Ademais, a Notificante
deveria contratar advogados mais cautelosos - pagos com o dinheiro das
nossas anuidades? - para não expor os advogados de Brasília a situações
vexatórias e humilhantes, como foi o caso ocorrido nos autos do AI de nº 2007.01.00042617-0, em curso perante o Egrégio
Tribunal Federal da Primeira Região, quando o Desembargador Federal Antônio
Ezequiel , ao NEGAR SEGUIMENTO ao Agravo interposto pela
OAB/DF, fez constar em sua decisão, in verbis:
“...................................................................................
Nessas condições, alternativa não há
senão a de negar seguimento ao agravo de instrumento, não sem ressaltar ser
de todo estranhável que a agravante, que tanto tem exigido dos bacharéis em
direito para sua inscrição como advogados, cometa falha processual tão
comezinha em feito que afirmou ser de grande
relevância para os seus interesses”.(grifei).

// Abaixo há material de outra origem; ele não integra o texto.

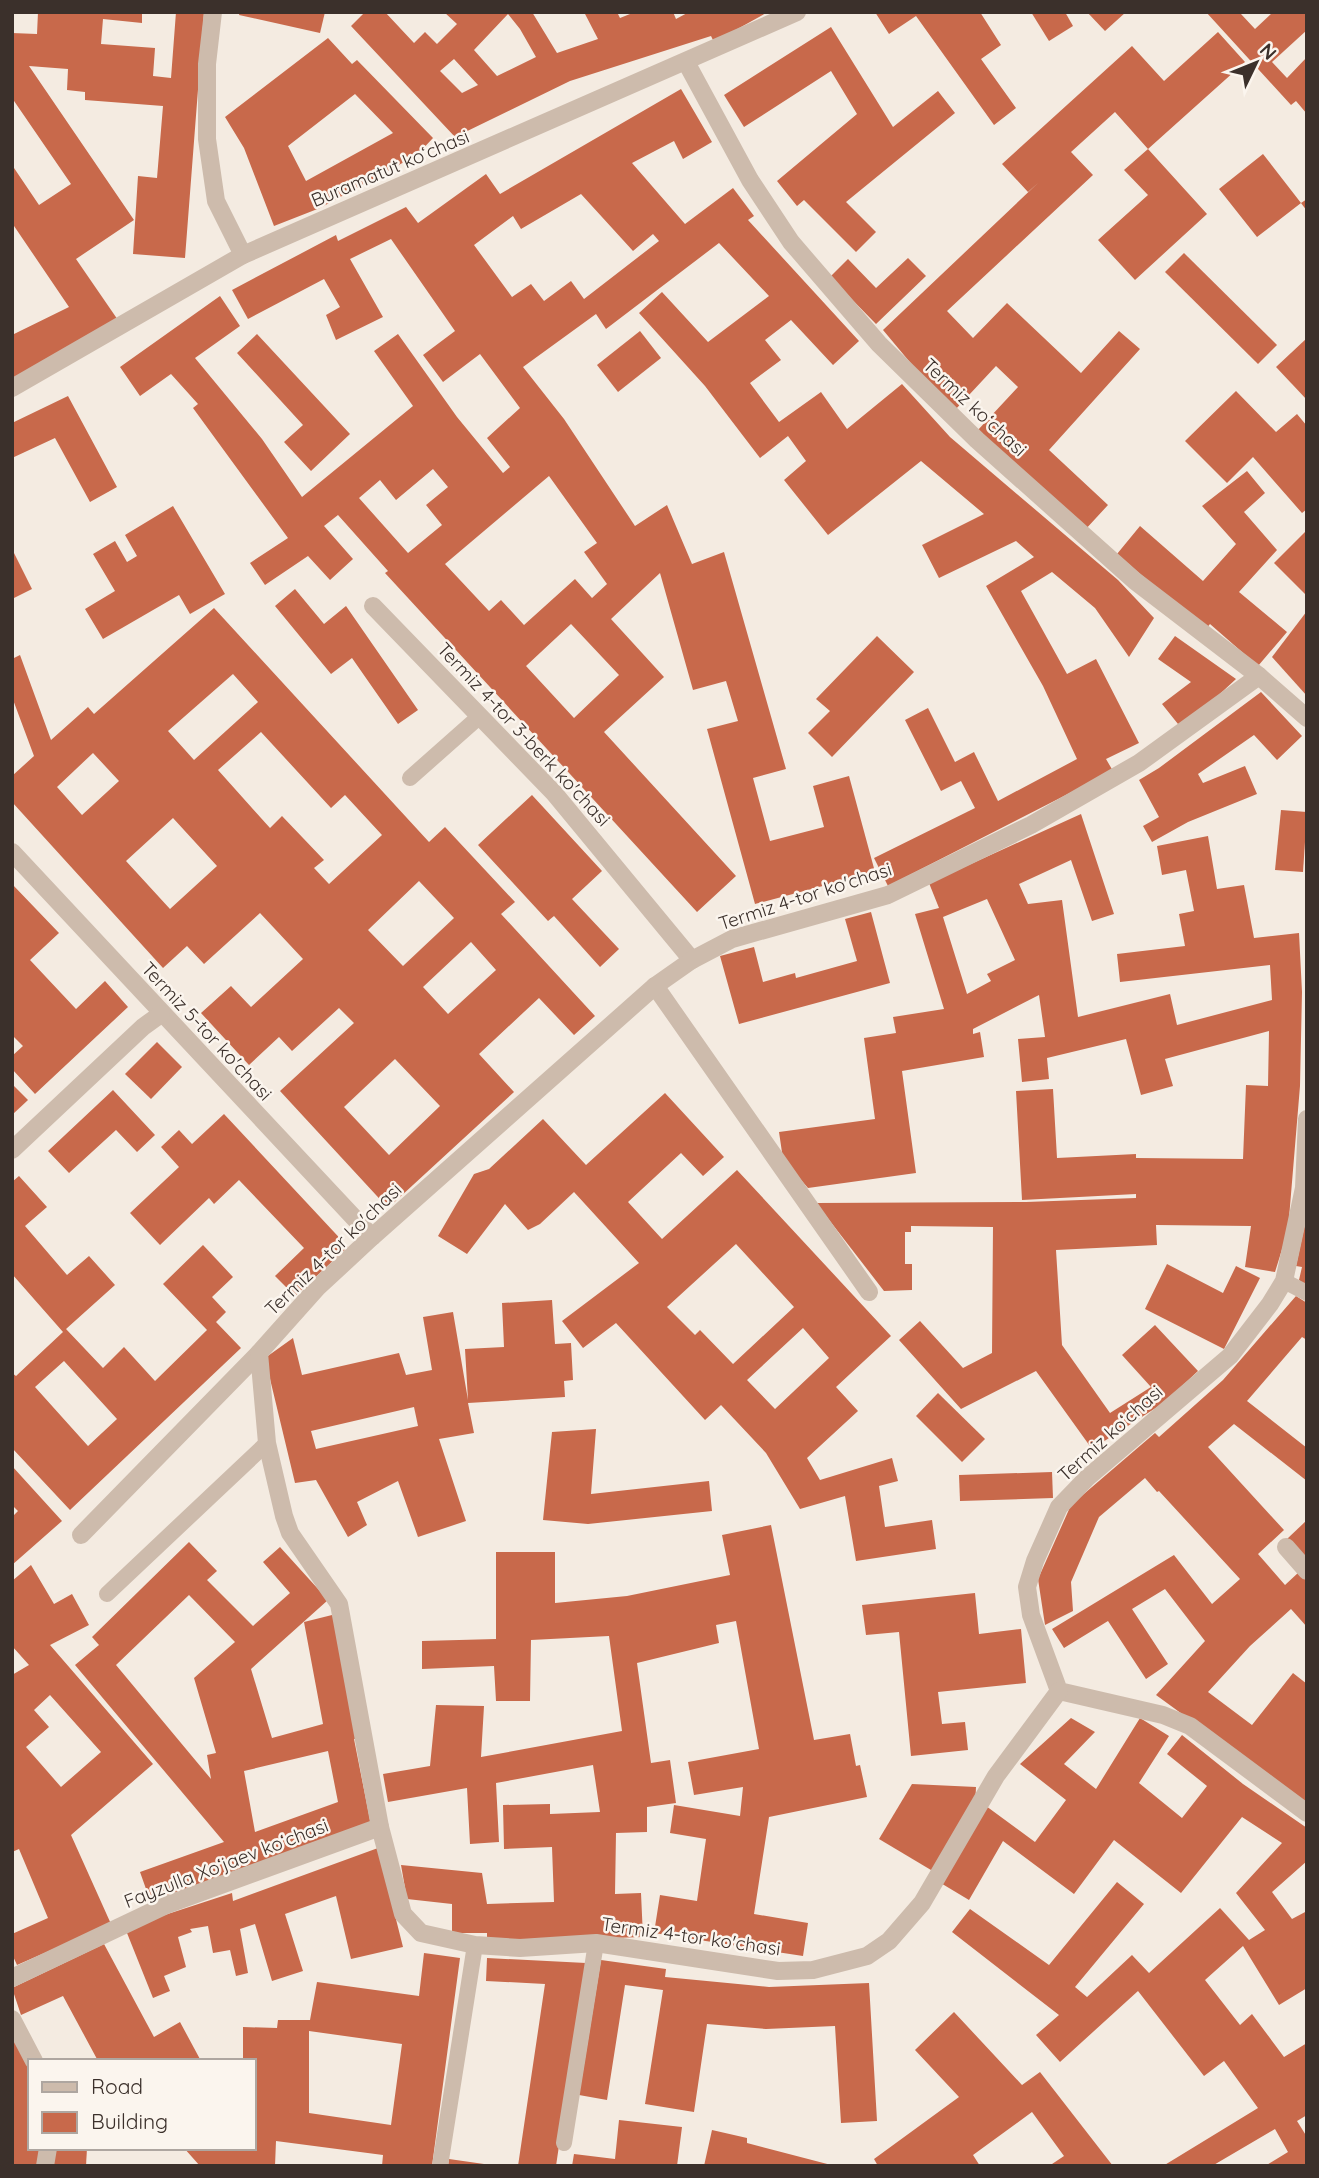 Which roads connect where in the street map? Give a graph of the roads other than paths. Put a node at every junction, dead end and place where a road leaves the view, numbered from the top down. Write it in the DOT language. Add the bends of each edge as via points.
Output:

Quanto a esse fato (NEGLIGÊNCIA),
o Notificante estará apresentando Representação Administrativa perante o
Conselho da OAB/DF, visando apuração de responsabilidade dos responsáveis para
essa falha processual “ tão comezinha “.
Por fim, se Ações
sobrevierem, valer-se-á o Notificado da EXCEÇÃO DA VERDADE, em todos os
casos legalmente previstos, para juntar provas bastantes e suficientes, em
abono às informações que prestou
Portanto, entende o
Notificado ter atendido o despacho de Vossa Excelência.
Neste termos
Pede juntada.
Brasília(DF), 05 de dezembro de 2007.